Gandhi accused the EC of colluding with the BJP by refusing to share machine-readable voter lists and disallowing scrutiny of CCTV footage. “The EC is destroying evidence of vote theft across the country,” he alleged. He said the difference between the BJP and Congress in the Haryana Assembly polls last year was just 22,779 votes, claiming a “pattern” where the BJP sweeps some seats with “abnormal margins” while others show natural competition. “The Prime Minister became PM because of 25 seats,” he said, alleging the EC was “destroying the election system”.
On September 18, Gandhi levelled fresh allegations, this time focusing on large-scale additions and deletions of votes. He claimed that voters — particularly from Opposition-supporting communities such as Dalits, Adivasis, minorities, and OBCs — were being systematically targeted and their names deleted.
He accused Chief Election Commissioner Gyanesh Kumar of protecting “vote chors” and “those killing democracy”. “This is not something I say lightly. I am the LoP in the Lok Sabha. I have solid proof in black and white that the CEC is protecting people who have destroyed Indian democracy,” he said.
Gandhi said his latest revelations were meant to show the youth “how elections are being rigged”. But he added that this was not the “hydrogen bomb” of revelations he had promised. “That will come soon,” he said. “In election after election, millions of voters are being systematically deleted across India. We have 100 per cent proof,” he asserted.
The EC dismissed the allegations as “incorrect and baseless”, stating that no vote can be deleted online by any member of the public and that no deletion occurs without giving the affected person a hearing. Citing Karnataka’s Aland Assembly constituency, it said that in 2023 “unsuccessful attempts” were made to delete votes, after which an FIR was filed by the Commission itself. “As per records, Aland was won by Subhadh Guttedar (BJP) in 2018 and by B R Patil (INC) in 2023,” the EC said.

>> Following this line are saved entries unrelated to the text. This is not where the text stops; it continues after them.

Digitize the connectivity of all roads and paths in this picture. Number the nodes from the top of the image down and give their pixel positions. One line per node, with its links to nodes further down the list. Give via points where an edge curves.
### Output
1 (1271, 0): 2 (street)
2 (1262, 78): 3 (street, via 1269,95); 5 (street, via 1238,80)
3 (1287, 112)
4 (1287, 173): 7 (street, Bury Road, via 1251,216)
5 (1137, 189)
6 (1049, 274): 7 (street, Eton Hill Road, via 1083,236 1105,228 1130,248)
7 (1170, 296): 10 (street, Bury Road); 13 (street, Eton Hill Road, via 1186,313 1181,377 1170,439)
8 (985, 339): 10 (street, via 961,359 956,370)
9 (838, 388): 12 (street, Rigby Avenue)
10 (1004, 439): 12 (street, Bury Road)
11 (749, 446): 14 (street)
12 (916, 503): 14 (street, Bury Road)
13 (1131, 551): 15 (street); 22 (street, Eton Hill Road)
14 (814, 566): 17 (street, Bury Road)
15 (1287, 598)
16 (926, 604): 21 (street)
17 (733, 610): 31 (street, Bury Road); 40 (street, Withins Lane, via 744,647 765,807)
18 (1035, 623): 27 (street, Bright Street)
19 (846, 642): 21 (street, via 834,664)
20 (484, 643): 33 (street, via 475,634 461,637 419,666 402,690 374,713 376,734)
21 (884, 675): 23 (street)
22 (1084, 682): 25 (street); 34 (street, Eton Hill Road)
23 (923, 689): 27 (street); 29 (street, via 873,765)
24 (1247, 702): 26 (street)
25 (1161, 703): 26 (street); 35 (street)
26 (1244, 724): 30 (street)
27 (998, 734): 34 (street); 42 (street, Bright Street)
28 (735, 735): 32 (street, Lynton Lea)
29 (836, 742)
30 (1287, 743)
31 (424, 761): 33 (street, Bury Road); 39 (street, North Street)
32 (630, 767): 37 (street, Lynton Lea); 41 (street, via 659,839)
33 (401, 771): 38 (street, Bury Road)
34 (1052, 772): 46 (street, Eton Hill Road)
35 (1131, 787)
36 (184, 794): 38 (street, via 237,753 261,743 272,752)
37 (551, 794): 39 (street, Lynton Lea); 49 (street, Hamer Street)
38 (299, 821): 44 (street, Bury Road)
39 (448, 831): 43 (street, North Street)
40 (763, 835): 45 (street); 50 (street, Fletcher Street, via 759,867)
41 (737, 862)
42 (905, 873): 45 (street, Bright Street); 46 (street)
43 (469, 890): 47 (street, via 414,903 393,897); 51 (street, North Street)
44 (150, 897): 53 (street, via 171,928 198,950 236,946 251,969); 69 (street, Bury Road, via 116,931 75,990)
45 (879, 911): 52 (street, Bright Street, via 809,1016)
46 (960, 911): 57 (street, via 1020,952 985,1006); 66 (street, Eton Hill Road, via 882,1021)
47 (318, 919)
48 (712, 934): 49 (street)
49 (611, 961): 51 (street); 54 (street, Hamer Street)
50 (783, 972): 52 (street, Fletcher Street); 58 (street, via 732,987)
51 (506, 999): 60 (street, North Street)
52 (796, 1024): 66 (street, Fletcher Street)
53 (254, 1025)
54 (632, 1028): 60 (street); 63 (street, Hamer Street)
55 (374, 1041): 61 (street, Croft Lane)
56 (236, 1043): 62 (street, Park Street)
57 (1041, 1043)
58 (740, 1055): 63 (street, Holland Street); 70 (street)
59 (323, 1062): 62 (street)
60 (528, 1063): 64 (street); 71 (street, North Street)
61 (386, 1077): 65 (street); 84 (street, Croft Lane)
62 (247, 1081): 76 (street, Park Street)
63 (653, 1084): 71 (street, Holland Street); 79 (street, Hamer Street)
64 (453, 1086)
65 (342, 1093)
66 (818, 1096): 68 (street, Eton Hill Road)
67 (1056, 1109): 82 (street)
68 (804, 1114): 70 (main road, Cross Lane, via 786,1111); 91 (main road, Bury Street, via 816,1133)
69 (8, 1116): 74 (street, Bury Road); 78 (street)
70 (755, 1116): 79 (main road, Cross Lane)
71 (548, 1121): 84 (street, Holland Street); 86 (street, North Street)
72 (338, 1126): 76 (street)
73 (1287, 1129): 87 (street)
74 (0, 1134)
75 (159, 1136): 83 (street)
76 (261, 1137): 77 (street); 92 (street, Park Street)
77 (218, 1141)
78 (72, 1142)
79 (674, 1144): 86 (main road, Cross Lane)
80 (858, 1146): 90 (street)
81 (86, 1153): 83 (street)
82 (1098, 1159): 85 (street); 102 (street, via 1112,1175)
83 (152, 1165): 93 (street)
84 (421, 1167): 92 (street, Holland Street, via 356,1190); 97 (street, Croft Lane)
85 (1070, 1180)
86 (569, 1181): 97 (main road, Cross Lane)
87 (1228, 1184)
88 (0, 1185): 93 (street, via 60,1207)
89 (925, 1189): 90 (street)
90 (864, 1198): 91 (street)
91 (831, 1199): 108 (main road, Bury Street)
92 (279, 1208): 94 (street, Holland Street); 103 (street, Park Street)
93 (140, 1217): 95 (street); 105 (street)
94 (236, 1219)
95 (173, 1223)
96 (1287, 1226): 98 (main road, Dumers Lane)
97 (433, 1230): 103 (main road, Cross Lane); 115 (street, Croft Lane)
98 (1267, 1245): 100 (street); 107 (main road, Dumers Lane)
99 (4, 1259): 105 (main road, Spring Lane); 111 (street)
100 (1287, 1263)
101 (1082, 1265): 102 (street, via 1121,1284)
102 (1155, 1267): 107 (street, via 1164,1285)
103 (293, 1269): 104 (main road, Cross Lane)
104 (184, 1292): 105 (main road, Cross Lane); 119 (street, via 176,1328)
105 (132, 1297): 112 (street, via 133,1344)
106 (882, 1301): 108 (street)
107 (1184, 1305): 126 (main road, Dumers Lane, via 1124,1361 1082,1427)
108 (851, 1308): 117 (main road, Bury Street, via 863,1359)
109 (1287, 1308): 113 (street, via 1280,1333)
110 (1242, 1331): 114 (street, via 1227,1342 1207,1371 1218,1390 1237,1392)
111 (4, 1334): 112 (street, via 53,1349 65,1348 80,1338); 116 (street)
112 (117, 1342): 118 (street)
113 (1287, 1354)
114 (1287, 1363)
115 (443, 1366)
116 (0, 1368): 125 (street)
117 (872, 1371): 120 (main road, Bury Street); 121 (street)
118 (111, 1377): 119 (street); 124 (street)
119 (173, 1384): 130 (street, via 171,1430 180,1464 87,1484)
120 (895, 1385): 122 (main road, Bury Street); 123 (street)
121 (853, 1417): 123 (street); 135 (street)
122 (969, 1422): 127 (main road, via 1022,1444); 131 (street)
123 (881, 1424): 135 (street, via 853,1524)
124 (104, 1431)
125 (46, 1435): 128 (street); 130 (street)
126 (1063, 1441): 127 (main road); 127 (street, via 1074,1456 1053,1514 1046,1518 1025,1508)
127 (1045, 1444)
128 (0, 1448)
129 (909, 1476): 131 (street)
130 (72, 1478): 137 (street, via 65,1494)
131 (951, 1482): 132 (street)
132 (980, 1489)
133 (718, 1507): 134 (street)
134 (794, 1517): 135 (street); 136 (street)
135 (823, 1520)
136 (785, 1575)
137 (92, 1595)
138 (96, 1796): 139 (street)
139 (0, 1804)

Gandhi cited Aland as evidence of a nationwide pattern of “vote deletion”, claiming that someone had attempted to delete 6,018 votes from booths with strong Congress presence. “We don’t know the total number of deletions, but by coincidence, 6,018 were caught,” he said. He also shared a list of mobile phone numbers allegedly used for these deletions in Karnataka, claiming they originated from outside the state. “Whose numbers are these? Who operated them? Who generated the OTPs?” he asked.

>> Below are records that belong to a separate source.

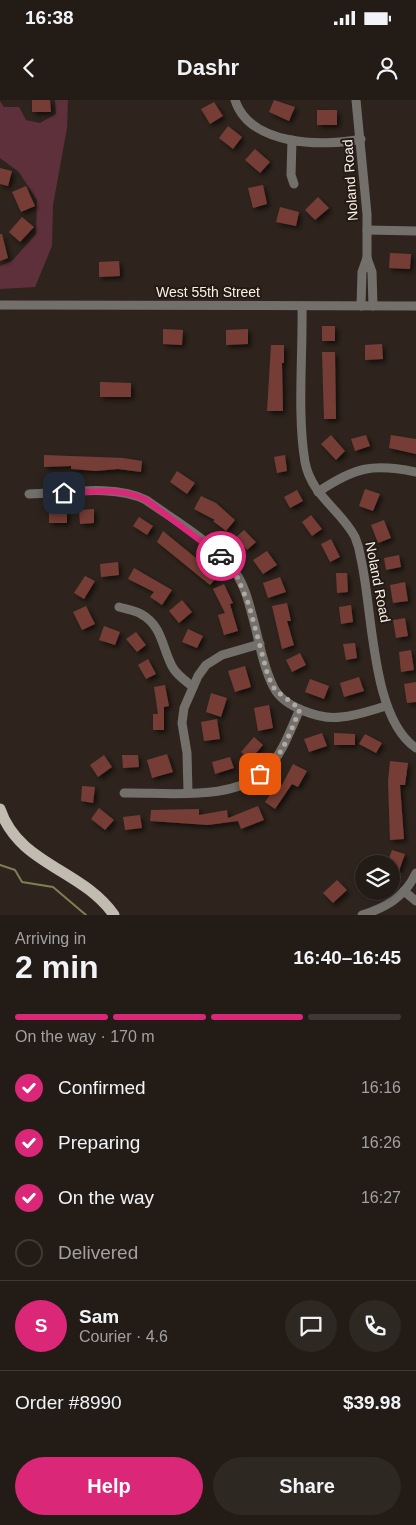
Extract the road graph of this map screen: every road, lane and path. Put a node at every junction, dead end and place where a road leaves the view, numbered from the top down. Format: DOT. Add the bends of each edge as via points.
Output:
graph roads {
  1 [pos="235,100"];
  2 [pos="356,100"];
  3 [pos="361,139"];
  4 [pos="292,140"];
  5 [pos="294,184"];
  6 [pos="367,230"];
  7 [pos="416,231"];
  8 [pos="367,258"];
  9 [pos="0,305"];
  10 [pos="302,306"];
  11 [pos="361,306"];
  12 [pos="373,306"];
  13 [pos="416,306"];
  14 [pos="416,472"];
  15 [pos="318,492"];
  16 [pos="29,494"];
  17 [pos="118,607"];
  18 [pos="260,644"];
  19 [pos="193,687"];
  20 [pos="386,706"];
  21 [pos="300,709"];
  22 [pos="416,748"];
  23 [pos="124,792"];
  24 [pos="188,792"];
  25 [pos="0,809"];
  26 [pos="416,873"];
  27 [pos="404,891"];
  28 [pos="416,901"];
  29 [pos="114,915"];
  30 [pos="362,915"];
  1 -- 4 [label="street" via="248,120 261,130"];
  2 -- 3 [label="street, Noland Road"];
  3 -- 4 [label="street" via="323,143"];
  3 -- 6 [label="street, Noland Road"];
  4 -- 5 [label="street" via="291,175"];
  6 -- 7 [label="street"];
  6 -- 8 [label="street, Noland Road"];
  8 -- 11 [label="street, Noland Road" via="362,272"];
  8 -- 12 [label="street, Noland Road" via="372,272"];
  9 -- 10 [label="street, West 55th Street"];
  10 -- 11 [label="street, West 55th Street"];
  10 -- 15 [label="street, Noland Road" via="305,464"];
  11 -- 12 [label="street, West 55th Street"];
  12 -- 13 [label="street, West 55th Street"];
  14 -- 15 [label="street" via="372,468 350,472"];
  15 -- 20 [label="street, Noland Road" via="345,522 357,544 366,579"];
  16 -- 18 [label="street" via="117,491 146,500 217,551 236,574"];
  17 -- 19 [label="street" via="140,613 152,622 160,633 172,666"];
  18 -- 19 [label="street" via="222,655 206,665"];
  18 -- 21 [label="street" via="275,690"];
  19 -- 24 [label="street" via="182,723"];
  20 -- 21 [label="street" via="340,718"];
  20 -- 22 [label="street, Noland Road" via="398,730"];
  21 -- 24 [label="street" via="282,749 269,768 252,781 235,789"];
  23 -- 24 [label="street"];
  25 -- 29 [label="main road" via="4,821 22,846 87,887"];
  26 -- 27 [label="street"];
  27 -- 28 [label="street"];
  27 -- 30 [label="street" via="384,907"];
}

He said the manipulation was being carried out “not by individuals, but through software”. According to him, the top 10 booths with the most deletions in Aland were Congress strongholds, eight of which the party had won in 2018. “This is a planned operation,” he said.

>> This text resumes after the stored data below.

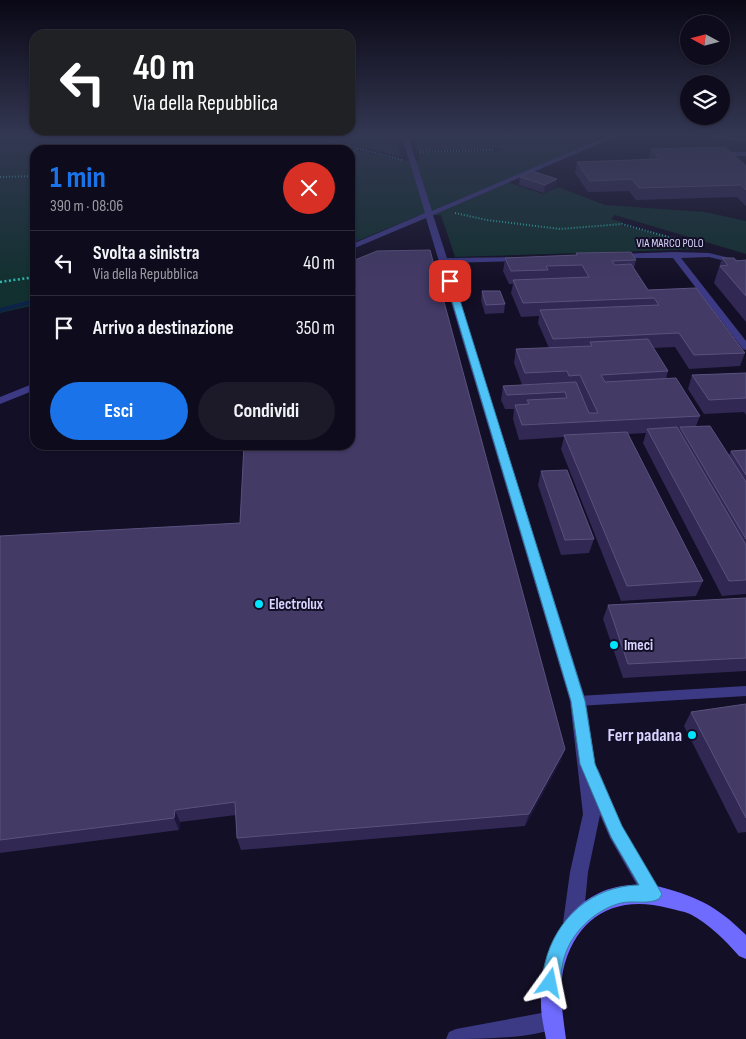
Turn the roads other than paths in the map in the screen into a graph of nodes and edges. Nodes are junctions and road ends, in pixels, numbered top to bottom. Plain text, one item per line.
1 (420, 184) edge
2 (503, 184) edge
3 (429, 215) junction
4 (355, 246) edge
5 (674, 254) junction
6 (607, 256) edge
7 (530, 259) edge
8 (444, 262) junction
9 (746, 264) edge
10 (746, 348) edge
11 (30, 388) edge
12 (0, 401) edge
13 (746, 691) edge
14 (578, 701) junction
15 (588, 764) junction
16 (653, 894) junction
17 (573, 923) junction
18 (728, 929) junction
19 (746, 936) edge
20 (746, 949) edge
21 (554, 1030) edge
22 (456, 1039) edge

1 - 3 street
2 - 3 street
3 - 4 street
3 - 8 street
5 - 6 street, VIA MARCO POLO
5 - 9 street, VIA MARCO POLO
5 - 10 street
7 - 8 street
8 - 14 street
11 - 12 street
13 - 14 lane
14 - 15 street
15 - 16 street
15 - 17 street
16 - 17 street
16 - 18 street
17 - 21 street
18 - 19 street
18 - 20 street
21 - 22 street

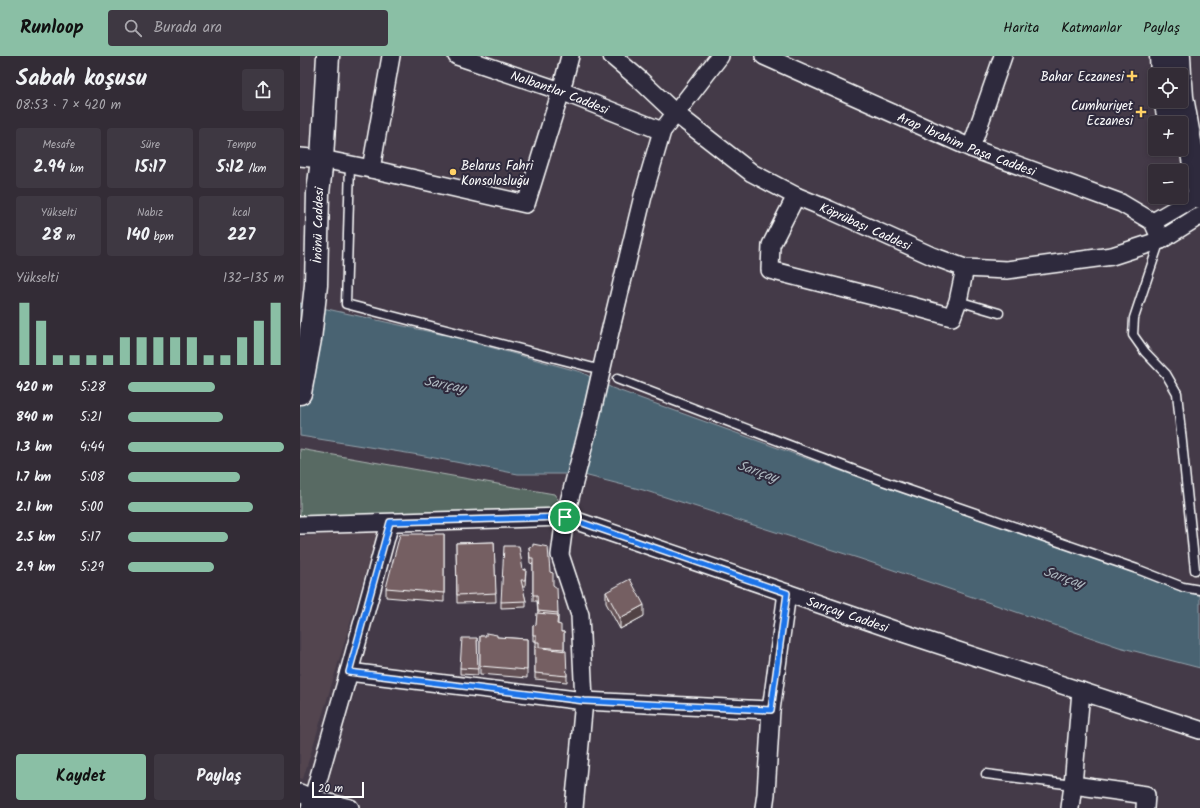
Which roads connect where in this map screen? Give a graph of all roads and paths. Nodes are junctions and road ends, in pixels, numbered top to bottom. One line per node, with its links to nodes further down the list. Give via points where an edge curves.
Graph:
1 (328, 56): 20 (street, İnönü Caddesi)
2 (391, 56): 22 (street)
3 (457, 56): 13 (street, Nalbantlar Caddesi)
4 (570, 56): 13 (street)
5 (612, 56): 15 (street, Köprübaşı Caddesi)
6 (720, 56): 15 (street)
7 (764, 56): 17 (street, Arap İbrahim Paşa Caddesi)
8 (1003, 56): 17 (street)
9 (1161, 56): 11 (street)
10 (1179, 56): 12 (street)
11 (1162, 68)
12 (1180, 68)
13 (561, 91): 16 (street, Nalbantlar Caddesi); 22 (street, via 526,204)
14 (1184, 108): 23 (street)
15 (675, 113): 16 (street); 24 (street, Köprübaşı Caddesi, via 752,173)
16 (662, 131): 34 (street, via 643,196)
17 (971, 148): 26 (street, Arap İbrahim Paşa Caddesi, via 1121,203)
18 (1178, 156): 23 (street, via 1184,172)
19 (300, 157): 20 (street)
20 (322, 159): 21 (street); 33 (street, İnönü Caddesi, via 318,193 316,285)
21 (350, 165): 22 (street); 31 (lane, via 346,304)
22 (371, 169)
23 (1199, 193): 26 (street)
24 (796, 196): 28 (street, Köprübaşı Caddesi); 29 (street, via 771,245 770,270 952,317)
25 (1200, 217): 27 (street, Köprübaşı Caddesi)
26 (1153, 222): 27 (street)
27 (1161, 240): 28 (street, Köprübaşı Caddesi, via 1112,256 1007,270); 37 (lane, via 1134,318 1133,335 1166,374 1177,393)
28 (965, 268): 29 (street)
29 (958, 300): 30 (lane)
30 (999, 313)
31 (598, 369)
32 (617, 379): 38 (lane, via 883,481 1183,587)
33 (300, 393)
34 (565, 517): 35 (street, Sarıçay Caddesi); 39 (street, Sarıçay Caddesi); 42 (street, via 560,555 580,615)
35 (390, 522): 36 (street, Sarıçay Caddesi); 40 (street)
36 (300, 525)
37 (1195, 570)
38 (1200, 590)
39 (787, 593): 41 (street, Sarıçay Caddesi); 43 (street)
40 (349, 672): 42 (street); 47 (street)
41 (1081, 691): 44 (street, Sarıçay Caddesi); 46 (street)
42 (584, 701): 43 (street); 49 (street)
43 (771, 710): 50 (street)
44 (1200, 730)
45 (986, 774): 46 (lane)
46 (1073, 785): 51 (street); 52 (street, via 1146,795)
47 (307, 800): 48 (street)
48 (350, 808)
49 (574, 808)
50 (764, 808)
51 (1070, 808)
52 (1145, 808)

Citing an ongoing probe by the Karnataka Police’s Crime Investigation Department (CID) that began in February 2023, Gandhi said the EC had failed to share key data sought by investigators. “The CID has written 18 letters in 18 months asking for three simple things — the destination IPs from which forms were filed, the device ports used, and the OTP trails. Yet, the EC hasn’t responded,” he said.
He also cited Maharashtra’s Rajura constituency, alleging 6,850 fake online additions were made using automated software. “The Chief Election Commissioner must stop protecting people destroying Indian democracy. The EC has to release this data — the phone numbers, OTPs, and device logs — within a week. Otherwise, it will prove that Gyanesh Kumar is shielding those responsible,” Gandhi said.
He further claimed that insiders within the EC had started sharing information with the Congress. “Information is now coming from within the Election Commission. This won’t stop, and it can’t be stopped. Once the people know about this vote chori, they won’t allow it to continue,” he said.